Dass mit der Aufmerksamkeit fürs Thema auch die LeugnerInnen der Klimakrise ihren Boom erleben: geschenkt. Bedenklicher sind die Stimmen, oft von Journalisten (selten Journalistinnen) in Chefpositionen, die durchaus finden, man müsse den Klimawandel ernst nehmen, die aber einem gesunden Menschenverstand das Wort reden, ohne sich um den Wissensstand zu kümmern: Nur nicht übertreiben! Ein charakteristisches Beispiel solcher Kommentare publizierte die NZZ just am Tag der Klimademo auf ihrer Frontseite.

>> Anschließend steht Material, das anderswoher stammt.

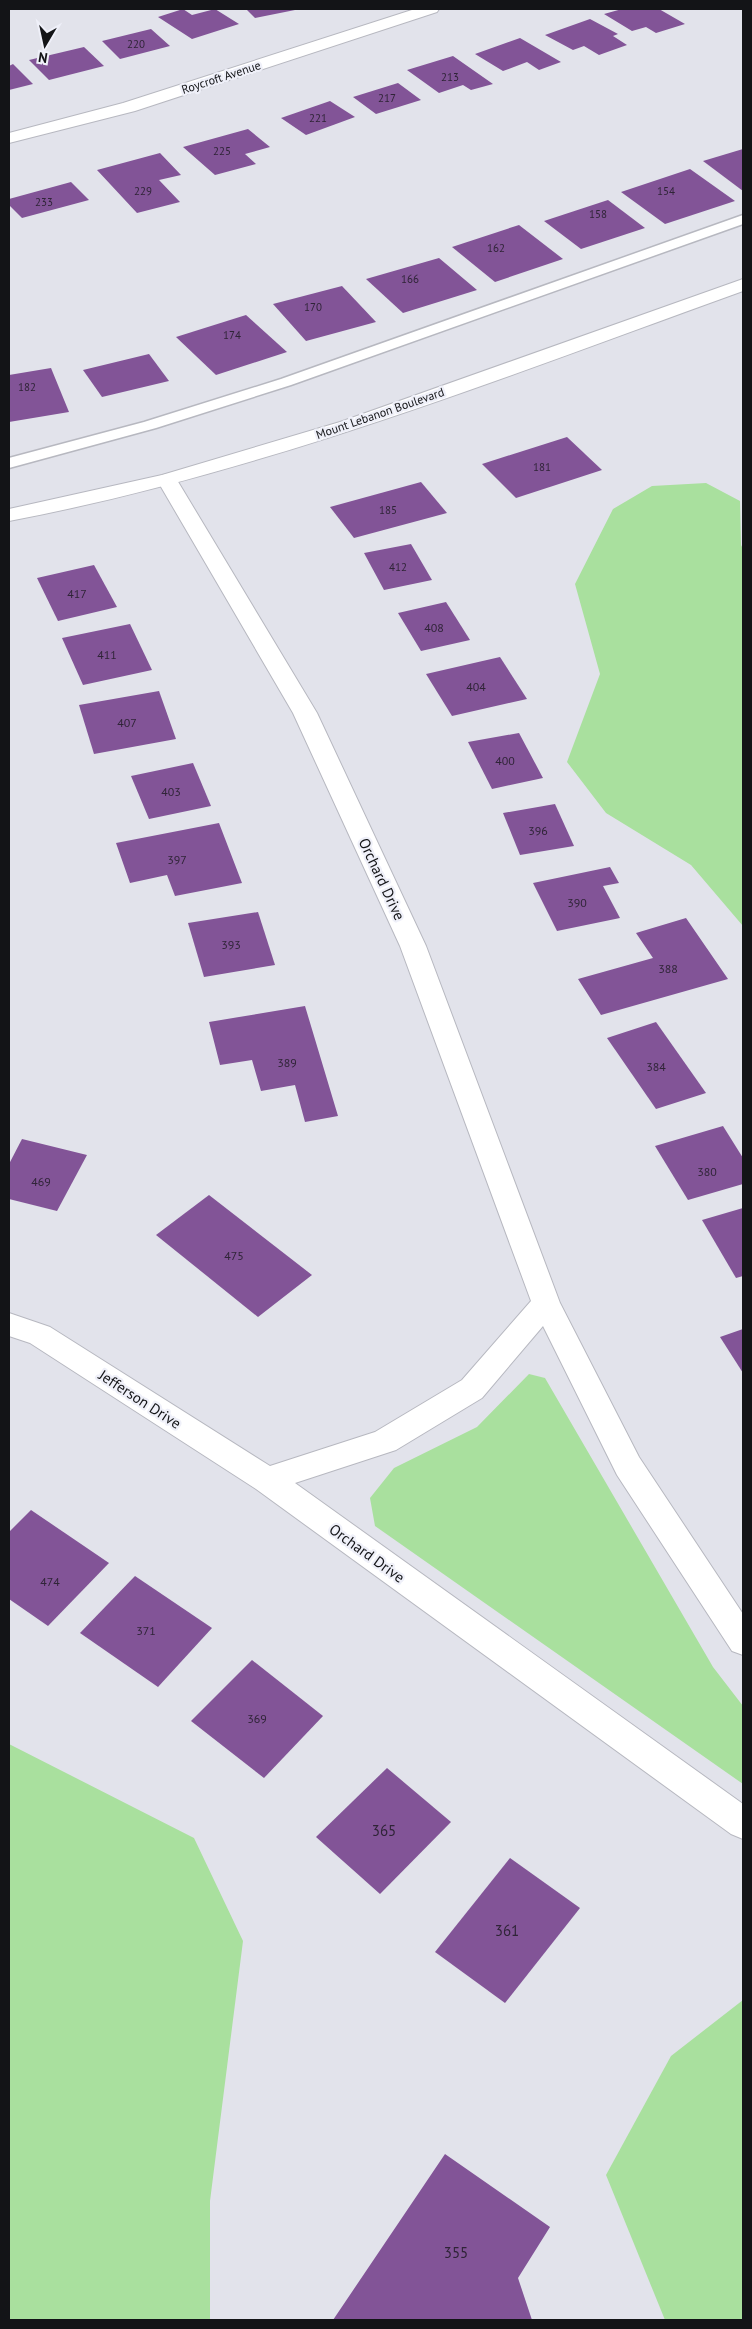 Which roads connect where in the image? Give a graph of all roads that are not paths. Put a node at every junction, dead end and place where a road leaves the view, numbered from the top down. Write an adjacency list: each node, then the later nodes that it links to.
1 (431, 9): 2 (street, Roycroft Avenue)
2 (9, 138)
3 (743, 219): 5 (lane)
4 (743, 285): 6 (street, Mount Lebanon Boulevard)
5 (9, 463)
6 (167, 480): 7 (street, Mount Lebanon Boulevard); 8 (street, Orchard Drive)
7 (9, 515)
8 (546, 1303): 10 (street); 11 (street, Orchard Drive)
9 (9, 1325): 10 (street, Jefferson Drive)
10 (267, 1480): 12 (street, Orchard Drive)
11 (743, 1641)
12 (743, 1823)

«Greta» im Titel, wollte Auslandchef Peter Rásonyi die Aktivistin Thunberg doch nicht kritisieren: Sie sei ja «nur ein Kind, das für seine Aussagen und Theorien nicht zur Rechenschaft gezogen werden kann». Wie infam. Wobei er es doch nicht ganz lassen kann: «Extrem» sei ihre Sprache, wenn sie «der politischen Weltelite entgegenschleudert: ‹Menschen leiden. Menschen sterben.›» Extrem ist, wer Leiden Leiden, Sterben Sterben nennt.

Doch Thunberg ist gut informiert, Rásonyi nicht. Der Weltklimarat IPCC, schreibt er, «empfehle», die Erderwärmung «auf 1,5 Prozent» (sic!) zu begrenzen. Das ist aber keine Empfehlung (das IPCC empfiehlt grundsätzlich nichts), sondern verpflichtendes internationales Recht. Der Auslandchef der NZZ hat das wichtigste internationale Abkommen des 21. Jahrhunderts offenbar nicht gelesen. Seine Antwort auf Thunbergs Protest ist die Fausts an Gretchen; die typische Erwachsenenausrede fürs Nichtstun: «Es ist eben sehr kompliziert.»

Nein, es ist einfach: Aufhören, Erdöl, Erdgas und Kohle zu verbrennen respektive aus dem Boden zu holen (für die Schweiz: das Aus-dem-Boden-Holen zu finanzieren). Aufhören, Wälder zu zerstören und Feuchtgebiete trockenzulegen (für die Schweiz: das mit Freihandelsverträgen zu erleichtern). Beginnen, Schäden rückgängig zu machen (wobei die Schweiz als reiches Land besonders in der Pflicht steht).

Es ist entwaffnend einfach – aber das Einfache ist nicht leicht. So wie die Lösung des Problems eines Alkoholikers einfach ist (aufhören zu trinken), aber nicht leicht. Leichter ist es, auf die Überbringerin der Botschaft einzudreschen.

Marcel Hänggi ist Mitinitiant der Gletscherinitiative.